All’ingresso, il visitatore ha diritto al saluto militare degli agenti di sicurezza. A Dacca, dove i turisti sono rari, l’uomo bianco è spesso confuso con un cliente di prèt-à-porter, un negoziante di MANGO, BENNETON o HENNES & MAURITS (H&M), verso cui vigili e portieri devono mostrarsi rispettosi. L’interessato appare felice di questo statuto signorile. La sua considerazione verso l’uomo della strada traspare nel libriccino Dhaka Calling, offerto ai clienti dei grandi alberghi, nel quale figura questa saggia raccomandazione: «Non ridete delle persone che si sono ammalate per povertà, non prendetele in giro».
È il 9 aprile e, a una ventina di chilometri dalla torre del Bgmea, il Rana Plaza è ancora in piedi.
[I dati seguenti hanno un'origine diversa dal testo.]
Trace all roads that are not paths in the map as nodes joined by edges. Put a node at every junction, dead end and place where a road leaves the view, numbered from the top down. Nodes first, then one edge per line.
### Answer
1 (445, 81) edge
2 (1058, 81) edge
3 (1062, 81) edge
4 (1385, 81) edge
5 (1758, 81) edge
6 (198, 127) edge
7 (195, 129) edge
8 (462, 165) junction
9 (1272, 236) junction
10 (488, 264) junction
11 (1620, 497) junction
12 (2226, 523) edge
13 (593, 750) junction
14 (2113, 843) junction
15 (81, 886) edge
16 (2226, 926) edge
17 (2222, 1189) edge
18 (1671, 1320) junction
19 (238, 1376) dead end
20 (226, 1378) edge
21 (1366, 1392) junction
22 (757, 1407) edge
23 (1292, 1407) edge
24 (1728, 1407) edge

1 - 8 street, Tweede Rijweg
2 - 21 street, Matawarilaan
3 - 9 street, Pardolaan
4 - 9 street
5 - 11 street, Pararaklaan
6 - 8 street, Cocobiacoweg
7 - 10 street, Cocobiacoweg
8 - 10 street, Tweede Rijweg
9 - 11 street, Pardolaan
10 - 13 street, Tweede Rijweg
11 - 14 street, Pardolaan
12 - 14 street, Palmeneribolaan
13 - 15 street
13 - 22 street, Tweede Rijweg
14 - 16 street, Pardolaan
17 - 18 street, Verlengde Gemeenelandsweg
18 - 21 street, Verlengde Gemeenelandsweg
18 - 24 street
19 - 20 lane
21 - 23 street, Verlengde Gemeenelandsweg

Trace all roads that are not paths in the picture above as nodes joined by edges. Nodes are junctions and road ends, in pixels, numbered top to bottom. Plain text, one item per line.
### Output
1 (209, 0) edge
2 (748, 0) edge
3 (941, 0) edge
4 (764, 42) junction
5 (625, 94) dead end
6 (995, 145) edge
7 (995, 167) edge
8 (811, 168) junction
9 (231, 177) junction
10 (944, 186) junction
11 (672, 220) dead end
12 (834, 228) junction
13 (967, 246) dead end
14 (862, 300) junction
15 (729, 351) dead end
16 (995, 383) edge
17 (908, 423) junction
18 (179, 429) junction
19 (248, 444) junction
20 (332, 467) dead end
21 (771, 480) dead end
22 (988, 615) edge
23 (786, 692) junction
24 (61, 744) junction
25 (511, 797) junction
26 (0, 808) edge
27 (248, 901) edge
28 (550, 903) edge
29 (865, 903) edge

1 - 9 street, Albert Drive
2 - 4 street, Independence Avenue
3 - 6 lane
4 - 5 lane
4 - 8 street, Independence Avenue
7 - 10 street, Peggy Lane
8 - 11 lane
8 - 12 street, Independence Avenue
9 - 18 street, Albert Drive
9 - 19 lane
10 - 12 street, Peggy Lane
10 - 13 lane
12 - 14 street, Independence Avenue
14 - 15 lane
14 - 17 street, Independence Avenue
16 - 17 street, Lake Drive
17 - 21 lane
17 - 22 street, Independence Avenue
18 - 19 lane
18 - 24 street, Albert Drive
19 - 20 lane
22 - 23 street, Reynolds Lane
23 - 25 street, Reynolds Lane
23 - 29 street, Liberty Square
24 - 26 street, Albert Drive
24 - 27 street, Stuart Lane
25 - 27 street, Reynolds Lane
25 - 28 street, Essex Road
Il peggior massacro della storia industriale del Bangladesh non si sarebbe verificato che due settimane più tardi, cionondimeno, già si pone con insistenza la questione della sicurezza e delle condizioni di lavoro nell’industria tessile. Il 7 gennaio scorso, un incendio ha provocato la morte di otto operai di Smart Export Garment, un piccolo stabilimento di trecento lavoratori, nel centro di Dacca: «Avevano tutti meno di 16 anni», assicura Saydia Gulrukh, una antropologa che ha fondato un gruppo di solidarietà con le vittime dell’industria tessile. Un mese e mezzo prima, il 24 novembre 2012, un altro incendio devastava lo stabilimento di Tazreen Fashions a Ashulia, una periferia a nord della capitale, causando centododici morti e un migliaio di feriti, secondo il bilancio ufficiale.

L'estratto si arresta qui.